TASK: From the entries below, pull out each line where "paths" appears.
[[ RECORDED DATA, beginning ]]
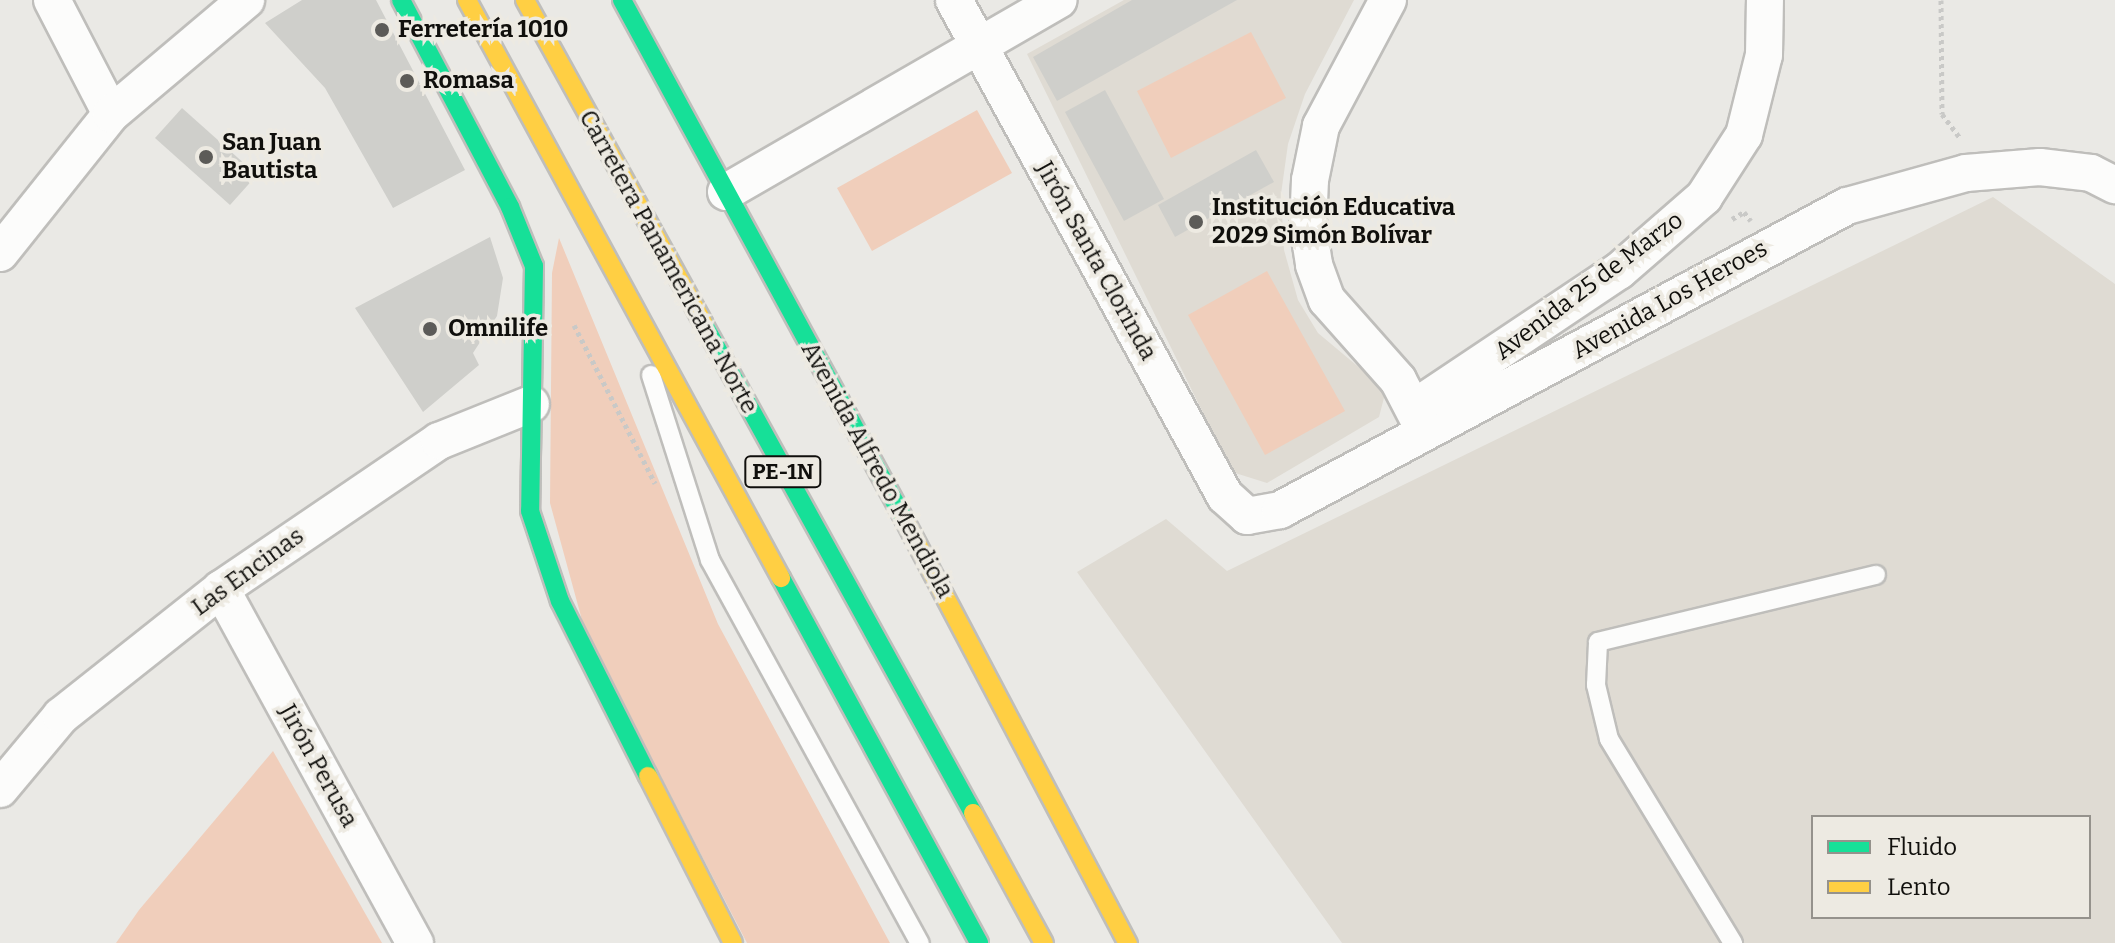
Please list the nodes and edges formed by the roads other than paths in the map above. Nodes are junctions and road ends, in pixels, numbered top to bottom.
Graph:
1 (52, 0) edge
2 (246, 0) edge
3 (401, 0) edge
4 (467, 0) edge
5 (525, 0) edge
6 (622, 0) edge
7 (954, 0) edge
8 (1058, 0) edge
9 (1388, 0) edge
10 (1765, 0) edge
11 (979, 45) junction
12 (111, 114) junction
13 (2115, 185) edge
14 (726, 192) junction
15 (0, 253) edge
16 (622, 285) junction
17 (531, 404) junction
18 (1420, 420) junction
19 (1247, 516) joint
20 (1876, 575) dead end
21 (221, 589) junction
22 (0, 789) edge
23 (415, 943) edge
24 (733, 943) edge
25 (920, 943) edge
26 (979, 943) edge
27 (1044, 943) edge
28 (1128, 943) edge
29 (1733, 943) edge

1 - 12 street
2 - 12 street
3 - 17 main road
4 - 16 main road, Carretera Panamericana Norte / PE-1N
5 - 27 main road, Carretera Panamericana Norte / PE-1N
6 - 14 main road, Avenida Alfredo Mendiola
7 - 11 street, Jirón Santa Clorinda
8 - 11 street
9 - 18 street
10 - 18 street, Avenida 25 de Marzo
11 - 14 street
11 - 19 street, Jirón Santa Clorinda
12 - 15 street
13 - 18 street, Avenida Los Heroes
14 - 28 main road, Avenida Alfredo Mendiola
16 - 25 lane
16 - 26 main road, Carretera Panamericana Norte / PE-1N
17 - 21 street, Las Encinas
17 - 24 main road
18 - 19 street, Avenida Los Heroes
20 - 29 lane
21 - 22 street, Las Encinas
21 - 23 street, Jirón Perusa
[[ RECORDED DATA, end ]]
[[ RECORDED DATA, beginning ]]
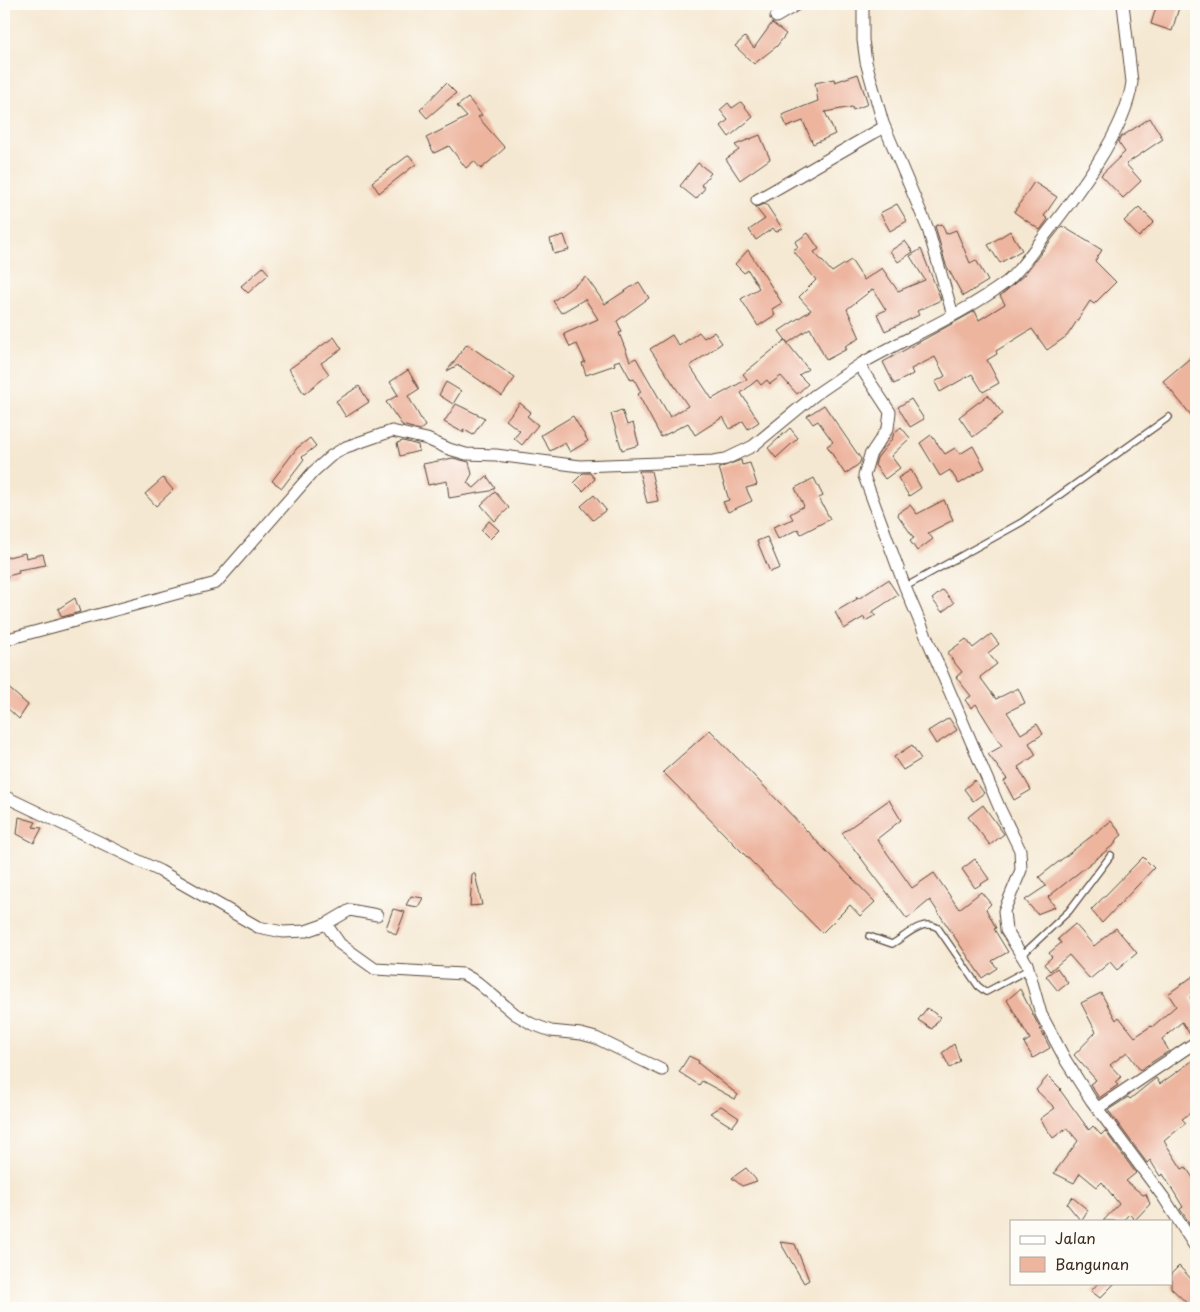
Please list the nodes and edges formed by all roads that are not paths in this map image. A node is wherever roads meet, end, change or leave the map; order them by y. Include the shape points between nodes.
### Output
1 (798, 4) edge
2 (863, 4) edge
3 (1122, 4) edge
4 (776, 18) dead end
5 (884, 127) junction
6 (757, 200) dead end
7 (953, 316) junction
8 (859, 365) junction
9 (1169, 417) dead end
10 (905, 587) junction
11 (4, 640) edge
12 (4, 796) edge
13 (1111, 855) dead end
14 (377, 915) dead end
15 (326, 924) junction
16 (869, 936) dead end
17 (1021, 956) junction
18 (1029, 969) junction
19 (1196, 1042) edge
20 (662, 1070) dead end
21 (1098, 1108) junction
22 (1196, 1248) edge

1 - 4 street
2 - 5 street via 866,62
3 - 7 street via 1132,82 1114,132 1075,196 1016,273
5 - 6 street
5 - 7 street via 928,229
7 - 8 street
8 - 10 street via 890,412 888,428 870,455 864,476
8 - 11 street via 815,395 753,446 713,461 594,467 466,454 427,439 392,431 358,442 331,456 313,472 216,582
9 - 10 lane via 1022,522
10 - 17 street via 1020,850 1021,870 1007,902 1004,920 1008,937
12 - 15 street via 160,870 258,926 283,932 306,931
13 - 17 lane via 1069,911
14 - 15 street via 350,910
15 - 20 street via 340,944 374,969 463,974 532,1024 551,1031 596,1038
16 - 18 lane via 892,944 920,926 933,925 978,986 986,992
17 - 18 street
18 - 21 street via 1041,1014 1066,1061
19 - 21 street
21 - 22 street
[[ RECORDED DATA, end ]]
[[ RECORDED DATA, beginning ]]
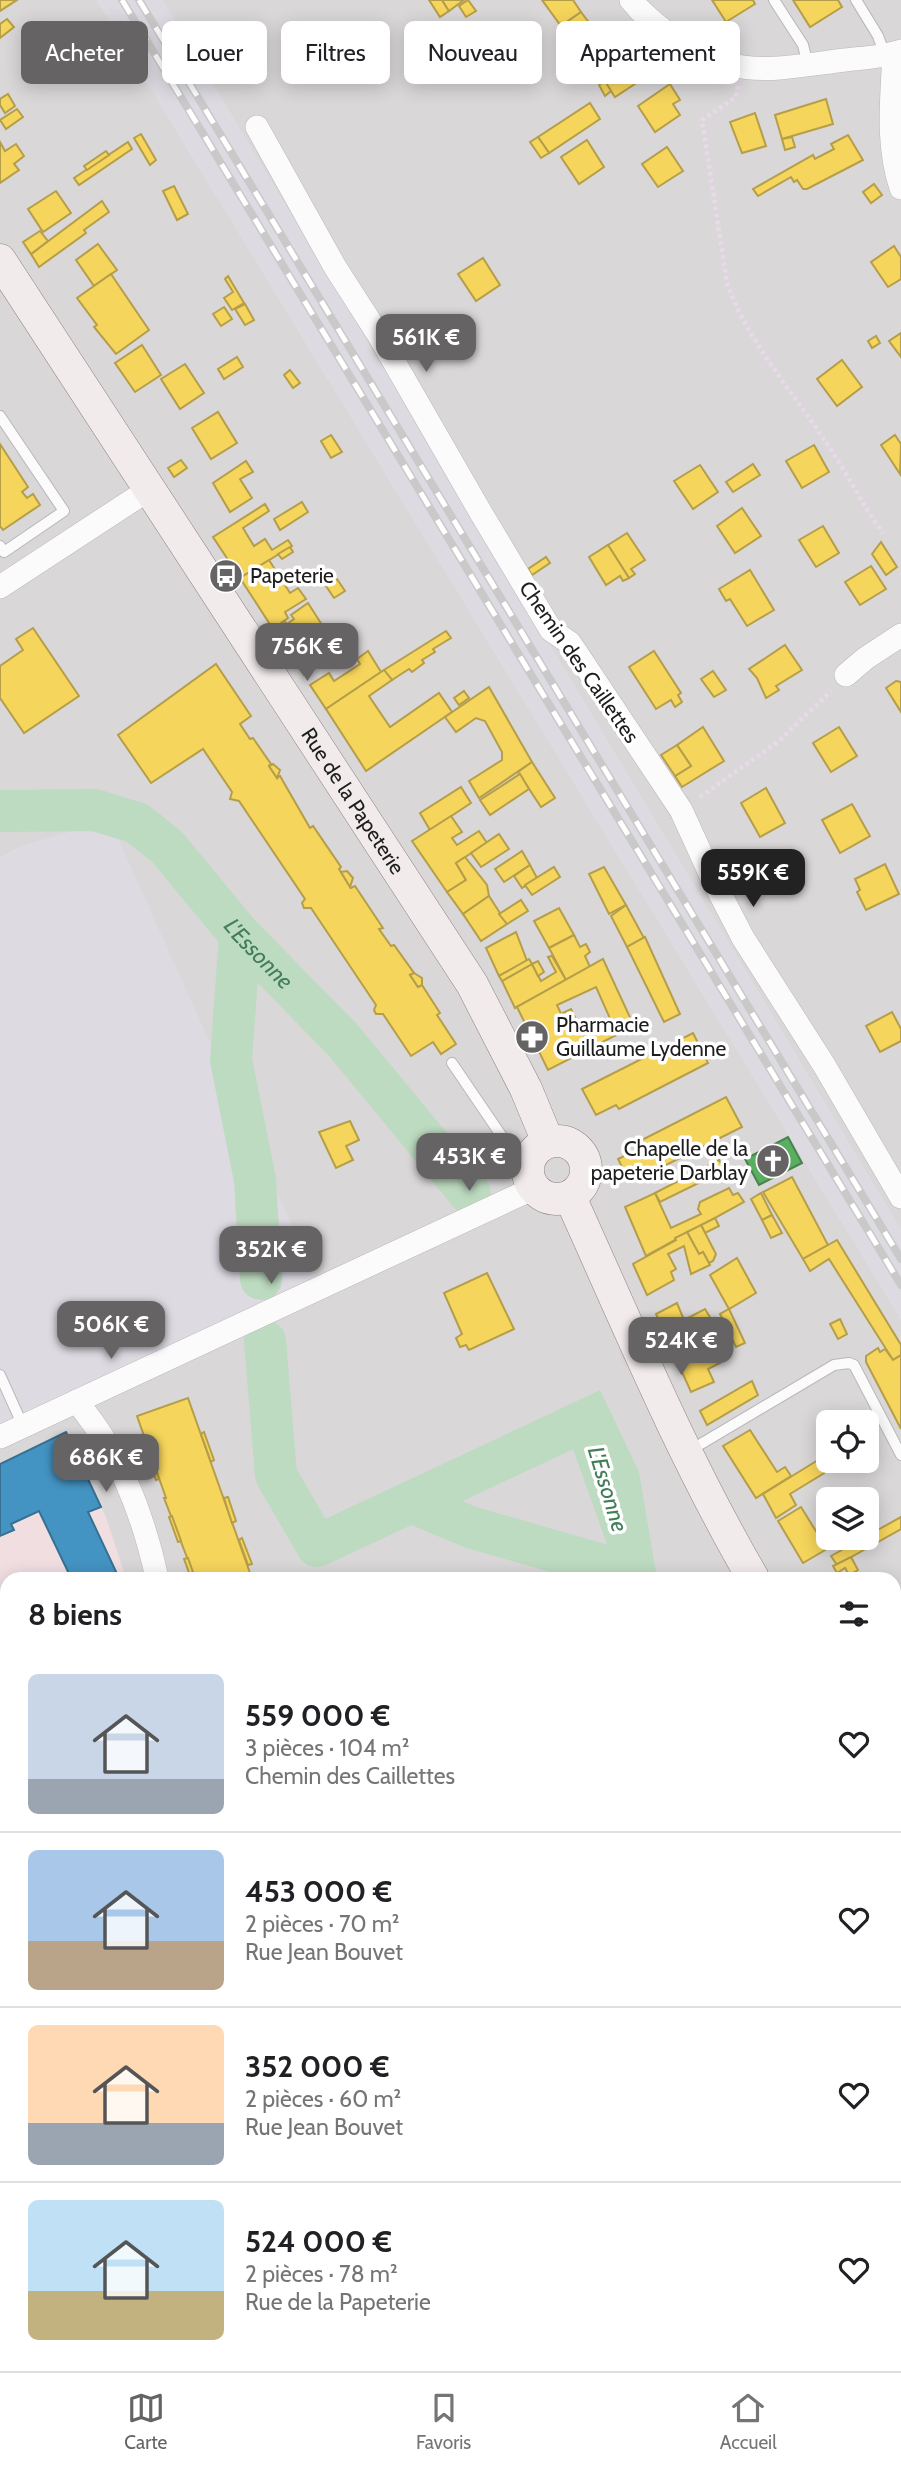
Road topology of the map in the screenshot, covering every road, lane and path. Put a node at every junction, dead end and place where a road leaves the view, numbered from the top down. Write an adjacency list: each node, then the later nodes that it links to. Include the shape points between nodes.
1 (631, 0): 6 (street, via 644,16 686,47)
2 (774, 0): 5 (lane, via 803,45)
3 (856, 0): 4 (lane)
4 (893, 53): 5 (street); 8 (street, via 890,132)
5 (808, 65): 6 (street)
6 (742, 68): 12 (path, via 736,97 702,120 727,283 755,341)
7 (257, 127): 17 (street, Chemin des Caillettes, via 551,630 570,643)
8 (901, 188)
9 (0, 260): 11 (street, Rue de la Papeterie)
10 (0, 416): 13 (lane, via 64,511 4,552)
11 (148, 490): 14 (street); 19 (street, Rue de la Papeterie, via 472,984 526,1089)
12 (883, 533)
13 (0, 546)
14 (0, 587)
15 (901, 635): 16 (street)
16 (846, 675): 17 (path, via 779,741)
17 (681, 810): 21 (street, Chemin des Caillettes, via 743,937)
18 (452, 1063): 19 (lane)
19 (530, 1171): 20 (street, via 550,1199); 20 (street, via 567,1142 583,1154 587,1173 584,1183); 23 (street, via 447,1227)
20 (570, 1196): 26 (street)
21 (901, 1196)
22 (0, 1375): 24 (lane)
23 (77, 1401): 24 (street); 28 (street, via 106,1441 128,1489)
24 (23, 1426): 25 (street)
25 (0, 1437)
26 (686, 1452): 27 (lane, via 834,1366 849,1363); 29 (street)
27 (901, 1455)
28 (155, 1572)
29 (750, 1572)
[[ RECORDED DATA, end ]]
SOLUTION BELOW:
Please list the nodes and edges formed by the roads other than paths in the map above. Nodes are junctions and road ends, in pixels, numbered top to bottom.
Please list the nodes and edges formed by all roads that are not paths in this map image. A node is wherever roads meet, end, change or leave the map; order them by y. Include the shape points between nodes.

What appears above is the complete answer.